Program Design: Expectation vs. Reality
My experience as a personal trainer has taught me that no client, and moreover, no training session is the same. It’s an extremely rare occurrence to see an entire training program be completed start to finish as written in its original format. This is because people are not machines. Life is fluid. No one walks into every single training session 100% ready to go. Clients may be underfed, under slept, distracted, sore, tight, irritated, or any number of other factors that change how to “optimally” train on any given day. Then there’s always the unpleasant experience of working around gym closures.
In the muscle building context, an untold number of articles will explain that the major driving force behind sustained muscle growth is ever-increasing volume performed per muscle group. Volume is described in a few different ways depending on who you ask, but in general, it can be defined as the total number of (sets x repetitions x weight) performed by any given muscle group. While this concept is generally accepted as true, it is not without its flaws.
The typical issue that many novice trainees will experience is an overly fanatical adherence to literal volume-driven muscle gain. The problem with this is that the above-mentioned plethora of daily irritants will inevitably cause this strict dedication to one more rep, one more set, or one more pound to create a counter-productive training environment.
Simply, it is not realistic. You will have days where linear progression just isn’t possible.
The true unifying characteristic of any effective training session is that the muscle being exercised is exhausted. This doesn’t need to come from an arbitrary number of sets or repetitions, but rather, it should come from skilled application of exercise physiology.
Daily exercise selection, technique, mind-muscle connection, and ultimately, the ability to be fluid in your method of generating an adequate training stimulus is what will sustain forward progress. Remember, most often training programs will oversaturate a trainee with exercises, sets, and repetitions as a method to mask unrefined exercise technique behind the pervasive red herring of “increased volume”. This is abundance in absence of skill.

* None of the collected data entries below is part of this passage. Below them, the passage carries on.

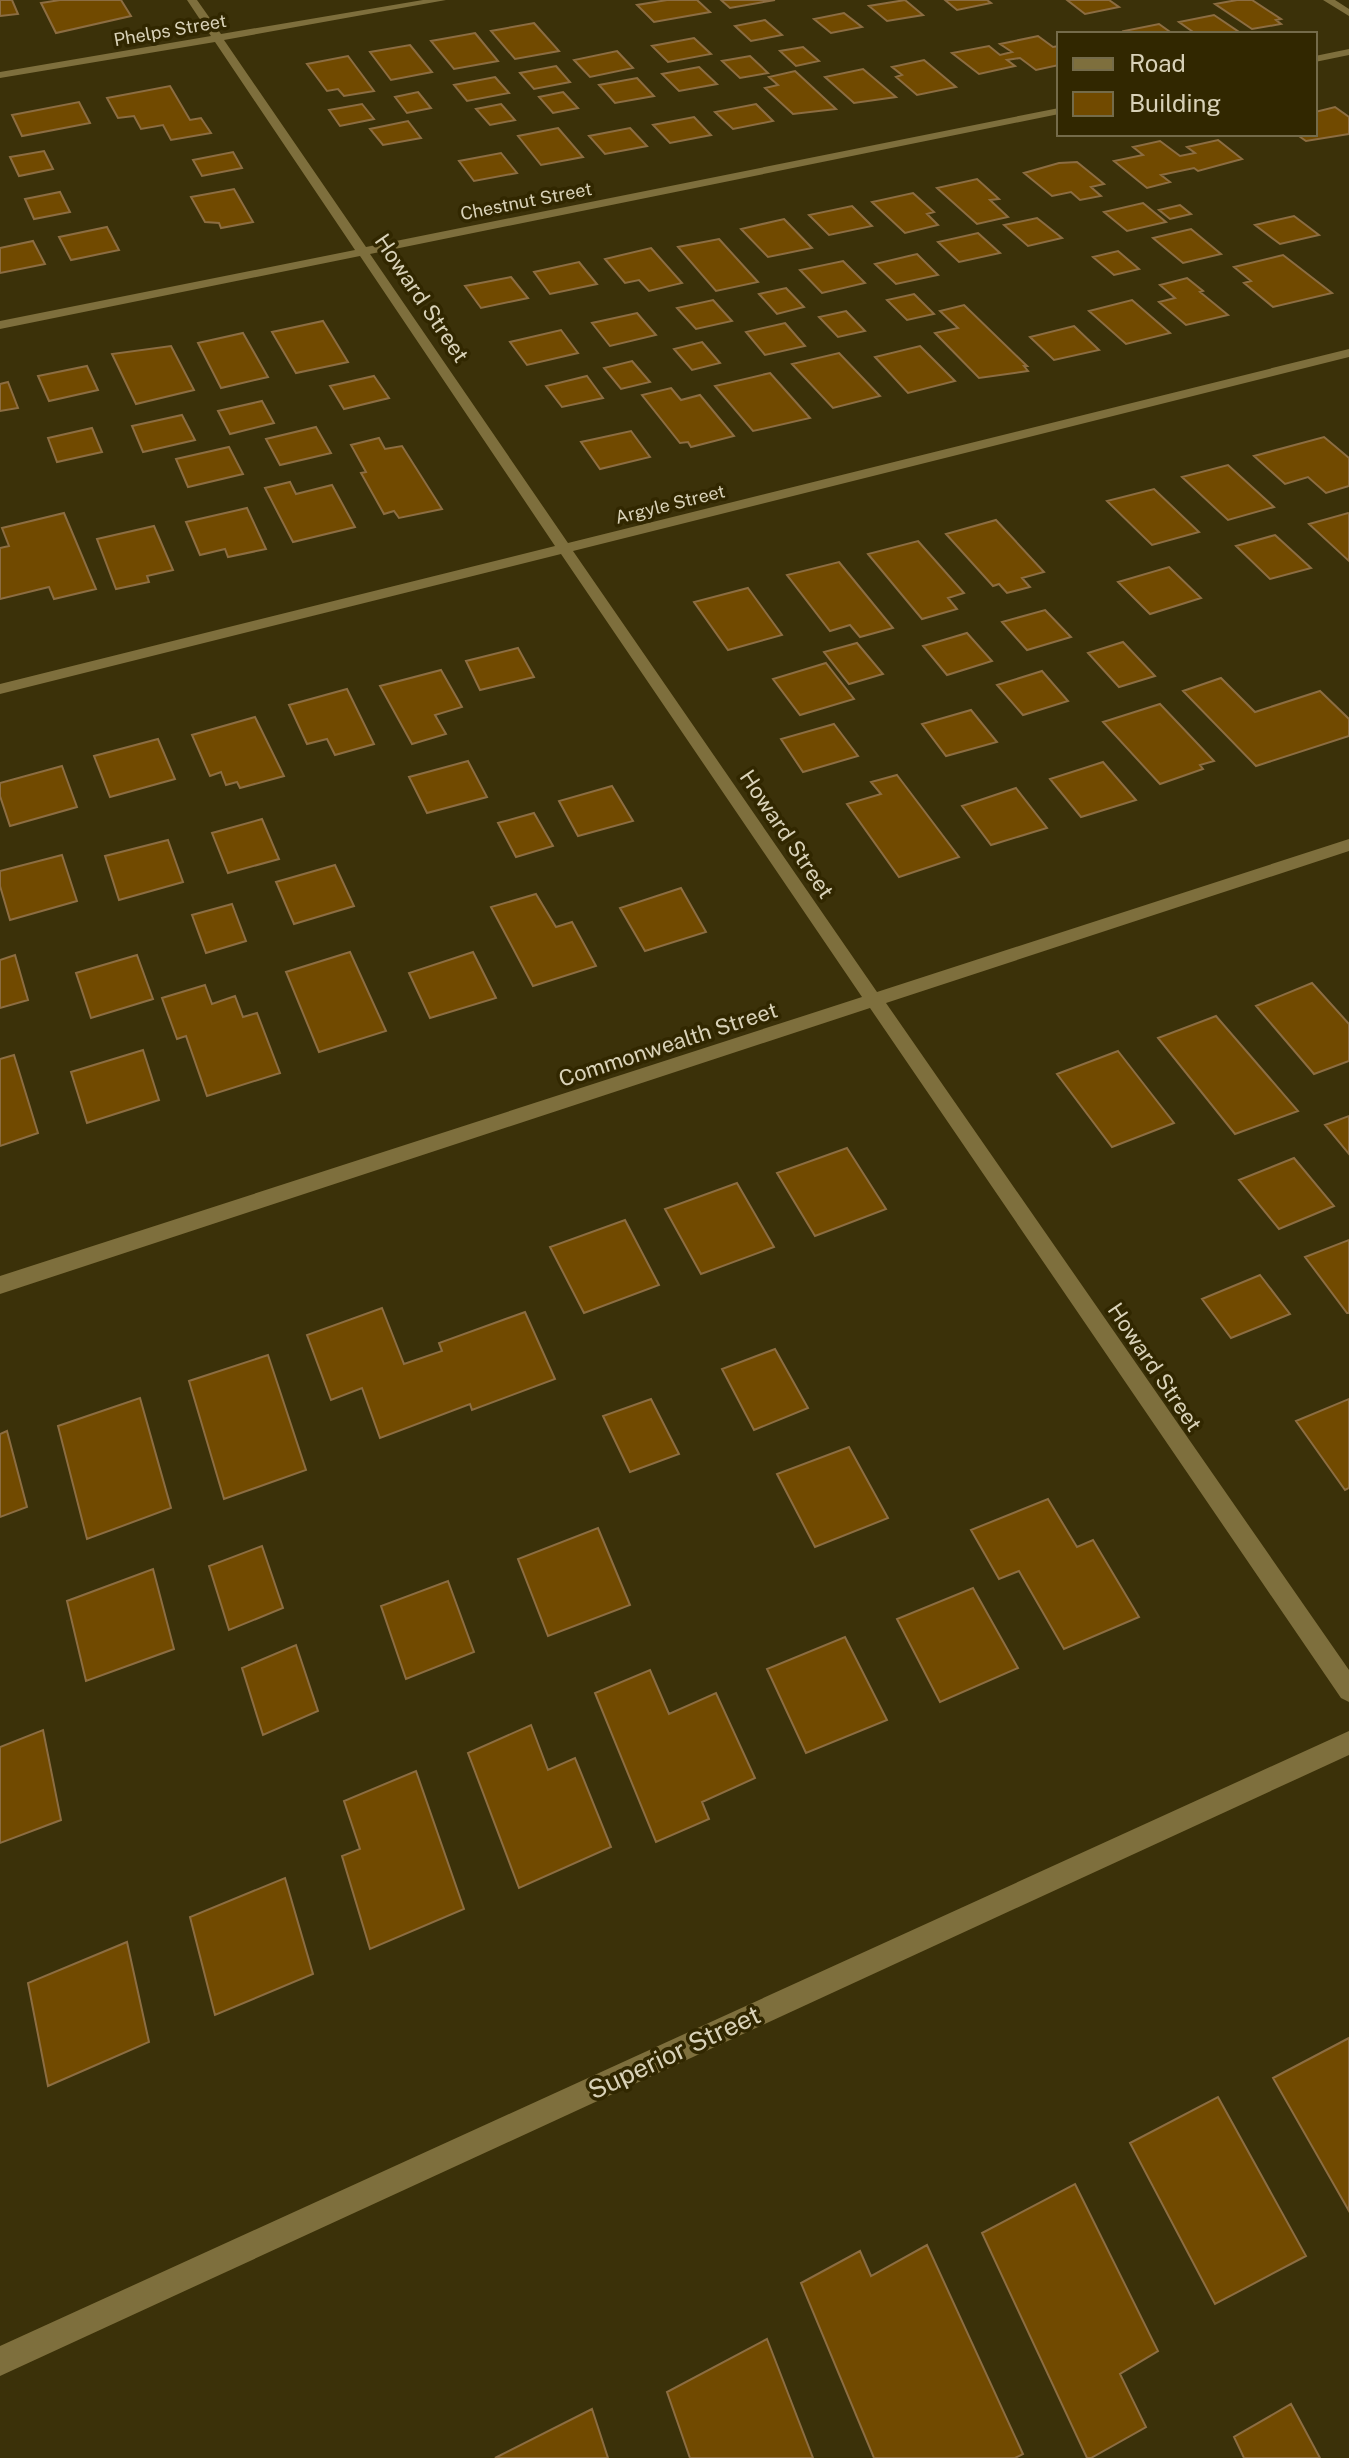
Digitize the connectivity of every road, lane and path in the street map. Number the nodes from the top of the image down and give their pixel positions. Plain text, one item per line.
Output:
1 (192, 0) edge
2 (441, 0) edge
3 (1328, 0) edge
4 (1349, 13) edge
5 (218, 38) junction
6 (1349, 52) edge
7 (1317, 59) edge
8 (0, 75) edge
9 (1057, 111) edge
10 (364, 251) junction
11 (0, 325) edge
12 (1349, 353) edge
13 (567, 548) junction
14 (0, 689) edge
15 (1349, 845) edge
16 (877, 1001) junction
17 (0, 1285) edge
18 (1349, 1690) edge
19 (1349, 1743) edge
20 (0, 2361) edge

1 - 5 street, Howard Street
2 - 5 street, Phelps Street
3 - 4 street
5 - 8 street, Phelps Street
5 - 10 street, Howard Street
6 - 7 street
9 - 10 street, Chestnut Street
10 - 11 street, Chestnut Street
10 - 13 street, Howard Street
12 - 13 street, Argyle Street
13 - 14 street, Argyle Street
13 - 16 street, Howard Street
15 - 16 street, Commonwealth Street
16 - 17 street, Commonwealth Street
16 - 18 street, Howard Street
19 - 20 street, Superior Street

Increasing training volume over the course of your lifetime is the background driving force of muscle gain; however, it is the background driving force over the course of your lifetime. On a more day-to-day basis, by applying a basic understanding of exercise physiology concepts (as outlined in the previous several blogs), we should be armed with enough knowledge to create a training session on the fly that is adequate for whatever condition you find yourself in. Instead of being overly fixated on improving daily volume, most trainees would be better served focusing on improving their understanding of muscle building mechanisms and manipulate training variables in order to produce them.